Abuse of MDMA had showed signs of decreasing in Western Europe but has recently shown signs of increase (UNODCCP 2003). Although MDMA use appears to be still diffusing, in 2003 only four countries (Ireland, the Netherlands, Spain, and the United Kingdom) reported a rate of more than 3 percent use among young adults in the preceding 12 months (EMCDDA 2003). In the United States, use declined in 2002 for the first time, but it increased in other regions, particularly the Caribbean, parts of South America, Oceania, Southeast Asia, the Near East, and southern Africa (UNODCCP 2003). Lifetime experience of MDMA is reported to range from 0.5 percent to 5 percent in European Union countries, with use more common in the Netherlands (EMCDDA 2003).

Population survey findings from New Zealand reported an increase in the preceding-year use of MDMA from 1.5 percent in 1998 to 3.4 percent in 2001. The increase was particularly evident among young men age 20 to 24 (from 4.3 percent to 12.5 percent) (Wilkins and others 2003).

Adverse Health Effects of MDMA

Early studies of MDMA use in Australia and the United States documented relatively few problems associated with the drug's use (Beck 1990; Beck and Rosenbaum 1994; Downing 1986; Solowij, Hall, and Lee 1992). A survey of 100 MDMA users (Solowij, Hall, and Lee 1992) found that the most common adverse effects were the side effects of acute use, such as appetite loss, dry mouth, palpitations, and bruxism (teeth grinding). Among the few heavy users in the study, only two reported feeling dependent on the drug.

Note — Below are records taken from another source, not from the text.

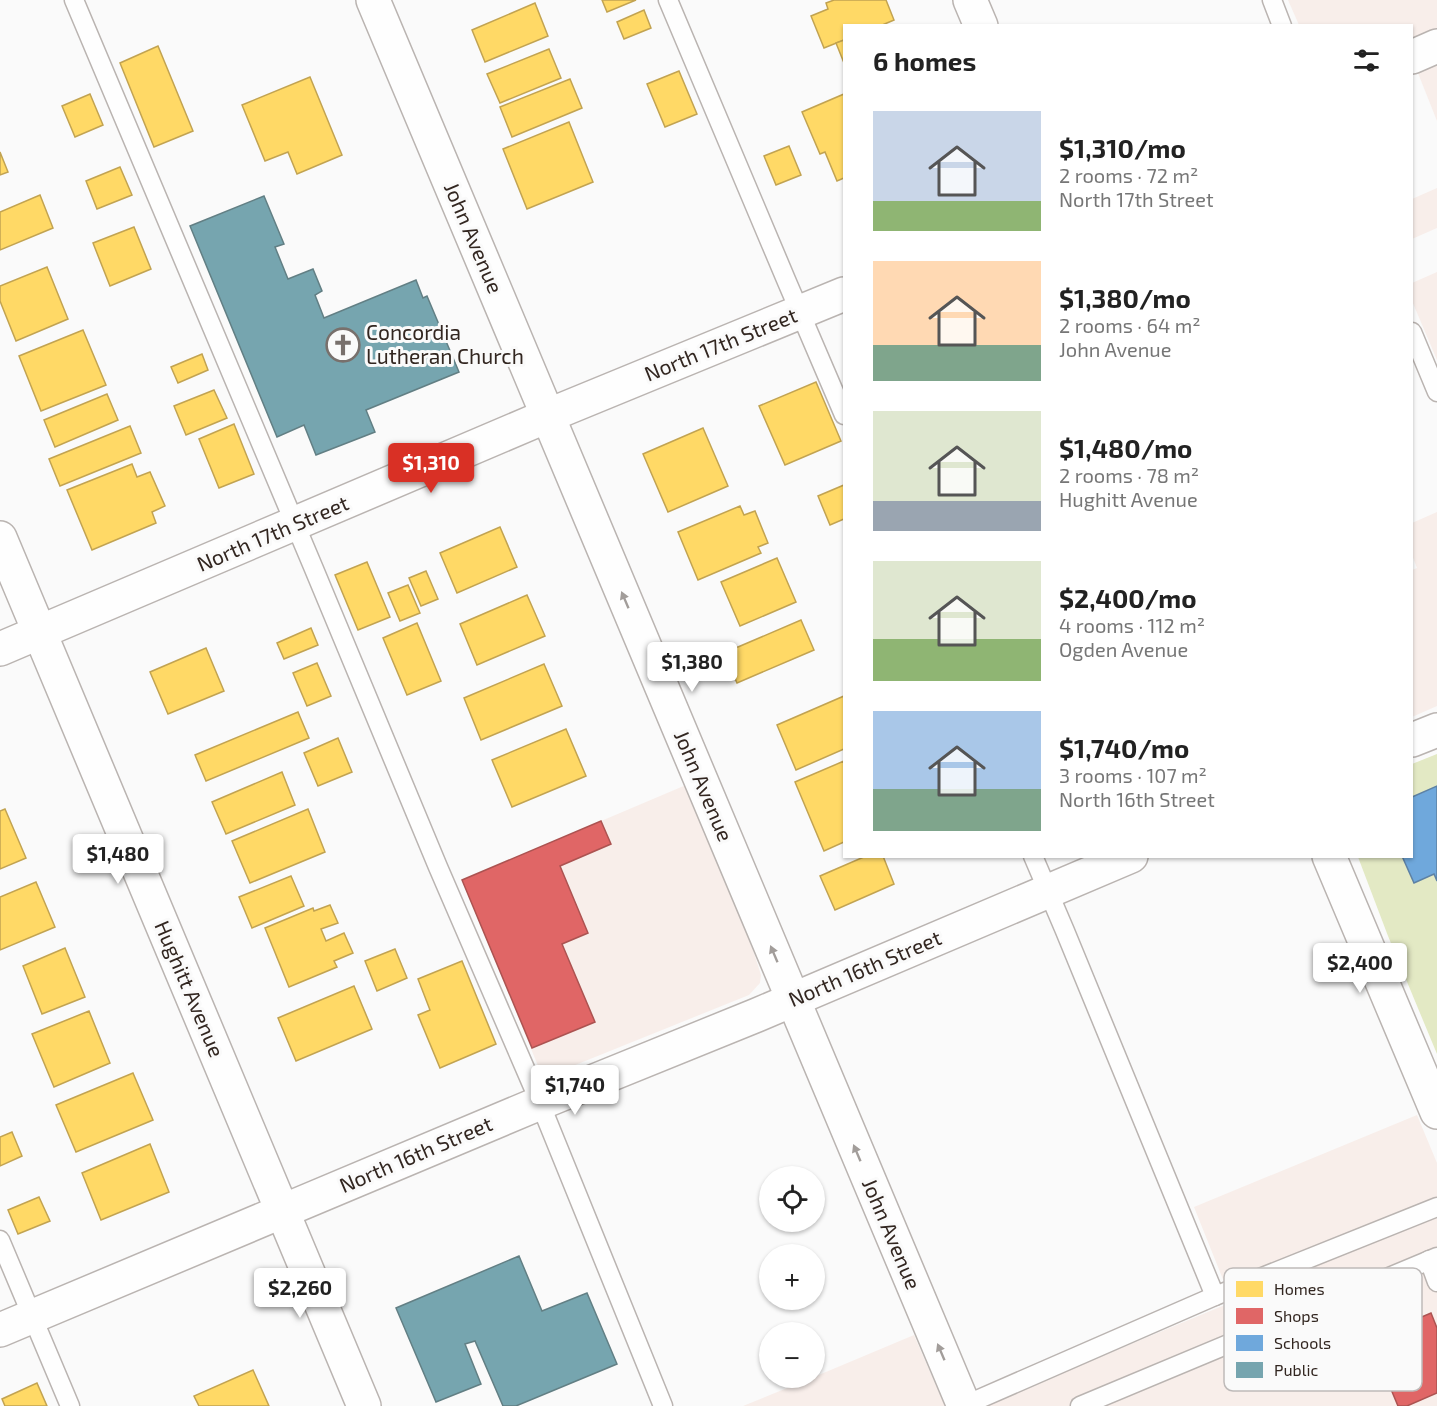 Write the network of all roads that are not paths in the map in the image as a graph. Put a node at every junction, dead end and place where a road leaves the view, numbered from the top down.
1 (74, 0) edge
2 (373, 0) edge
3 (668, 0) edge
4 (970, 0) edge
5 (1272, 0) edge
6 (980, 24) edge
7 (1281, 24) edge
8 (1437, 46) edge
9 (1413, 57) edge
10 (843, 294) edge
11 (801, 312) junction
12 (1413, 334) edge
13 (1437, 392) edge
14 (843, 413) edge
15 (547, 416) junction
16 (295, 524) junction
17 (0, 538) edge
18 (39, 633) junction
19 (0, 649) edge
20 (1437, 730) edge
21 (1413, 740) edge
22 (1034, 858) edge
23 (1126, 858) edge
24 (1330, 858) edge
25 (1048, 892) junction
26 (793, 999) junction
27 (540, 1103) junction
28 (1437, 1112) edge
29 (1437, 1207) edge
30 (283, 1212) junction
31 (0, 1240) edge
32 (1433, 1258) edge
33 (1285, 1268) edge
34 (1409, 1268) edge
35 (1437, 1282) edge
36 (1224, 1292) edge
37 (1215, 1296) junction
38 (33, 1316) junction
39 (0, 1330) edge
40 (1224, 1346) edge
41 (70, 1406) edge
42 (364, 1406) edge
43 (663, 1406) edge
44 (963, 1406) edge
45 (1080, 1406) edge

1 - 16 lane
2 - 15 street, John Avenue
3 - 11 lane
4 - 6 street
5 - 7 lane
8 - 9 street
10 - 11 street, North 17th Street
11 - 14 lane
11 - 15 street, North 17th Street
12 - 13 lane
15 - 16 street, North 17th Street
26 -> 15 street, John Avenue
16 - 18 street, North 17th Street
16 - 27 lane
17 - 18 street, Hughitt Avenue
18 - 19 street, North 17th Street
18 - 30 street, Hughitt Avenue
20 - 21 street
22 - 25 lane
23 - 25 street, North 16th Street
24 - 28 street
25 - 26 street, North 16th Street
25 - 37 lane
26 - 27 street, North 16th Street
44 -> 26 street, John Avenue
27 - 30 street, North 16th Street
27 - 43 lane
29 - 33 lane
30 - 38 street, North 16th Street
30 - 42 street, Hughitt Avenue
31 - 38 lane
32 - 34 lane
32 - 35 lane
36 - 37 lane
37 - 44 lane
38 - 39 street, North 16th Street
38 - 41 lane
40 - 45 lane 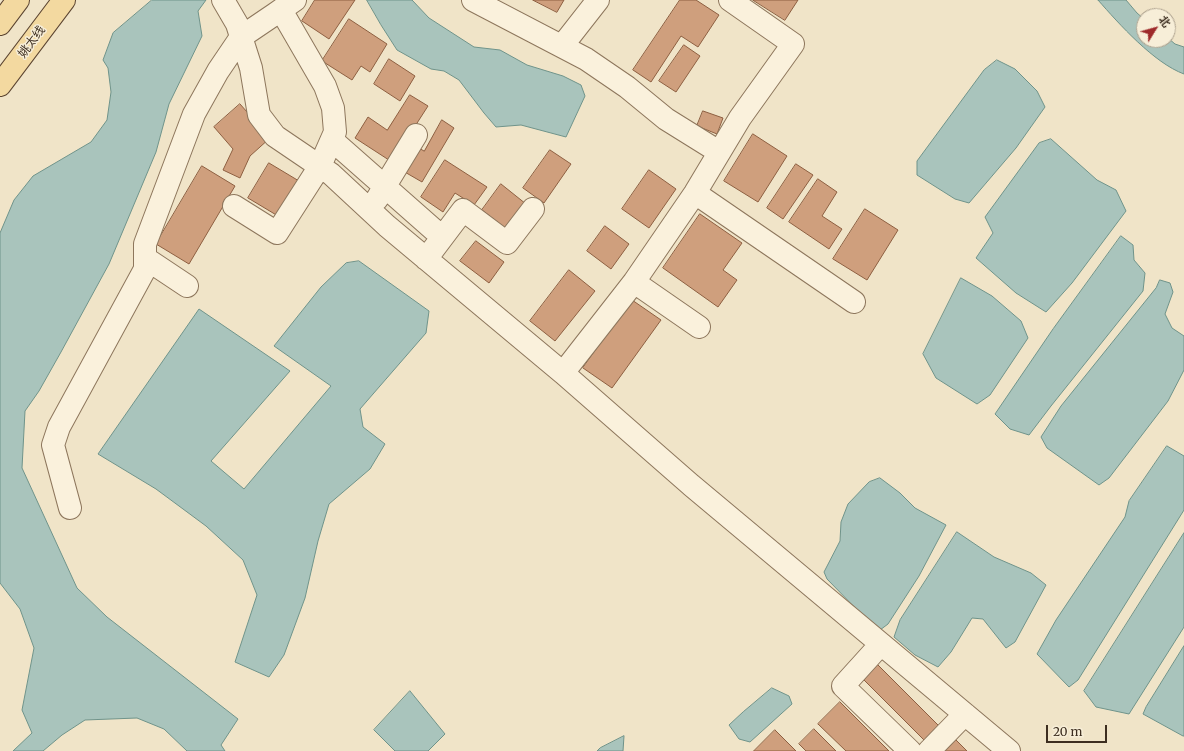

With a change in the pattern of MDMA use in Australia, there has been an increase in the MDMA-related harms reported (Topp and others 1998). Some of the acute physical and psychological adverse effects that MDMA users have attributed to the use of this drug include energy loss, irritability, muscular aches, insomnia, and depression. More chronic adverse effects were also reported, including weight loss, depression, energy loss, insomnia, anxiety, and teeth problems. A recent U.K. study of 430 regular users of MDMA reported that 83 percent of participants reported low mood and 80 percent experienced impaired concentration. Long-term effects of MDMA included the development of tolerance to MDMA (59 percent), impaired ability to concentrate (38 percent), and depression (37 percent) (Verheyden and others 2003).

Physical symptoms that were perceived as being due to MDMA use alone (Topp and others 1998) included an inability to urinate, blurred vision, vomiting, numbness or tingling, loss of sexual urge, and hot and cold flushes. As with amphetamines, the use of MDMA to facilitate sexual encounters may lead to risky sexual behavior and risk of sexually transmitted infections such as HIV. Studies of gay and bisexual men have found an association between MDMA use and high-risk sexual behavior (Urbina and Jones 2004).

MDMA has been implicated in a growing number of deaths, both in Australia and in other countries (Henry, Jeffreys, and Dawling 1992; Solowij 1993; White, Bochner, and Irvine 1997). Although the reasons for extreme reactions have yet to be clearly determined, deaths have most often been attributed to hyperthermia when MDMA was used at dance venues. A combination of sustained exertion, high ambient temperatures, and inadequate fluid replacement appears to compound the effect of MDMA on thermoregulatory mechanisms, causing a rapid and fatal rise in body temperature (Topp and others 1998). Some deaths have been attributed to excessive water consumption, which causes cerebral edema (Cook 1996; Matthai and others 1996).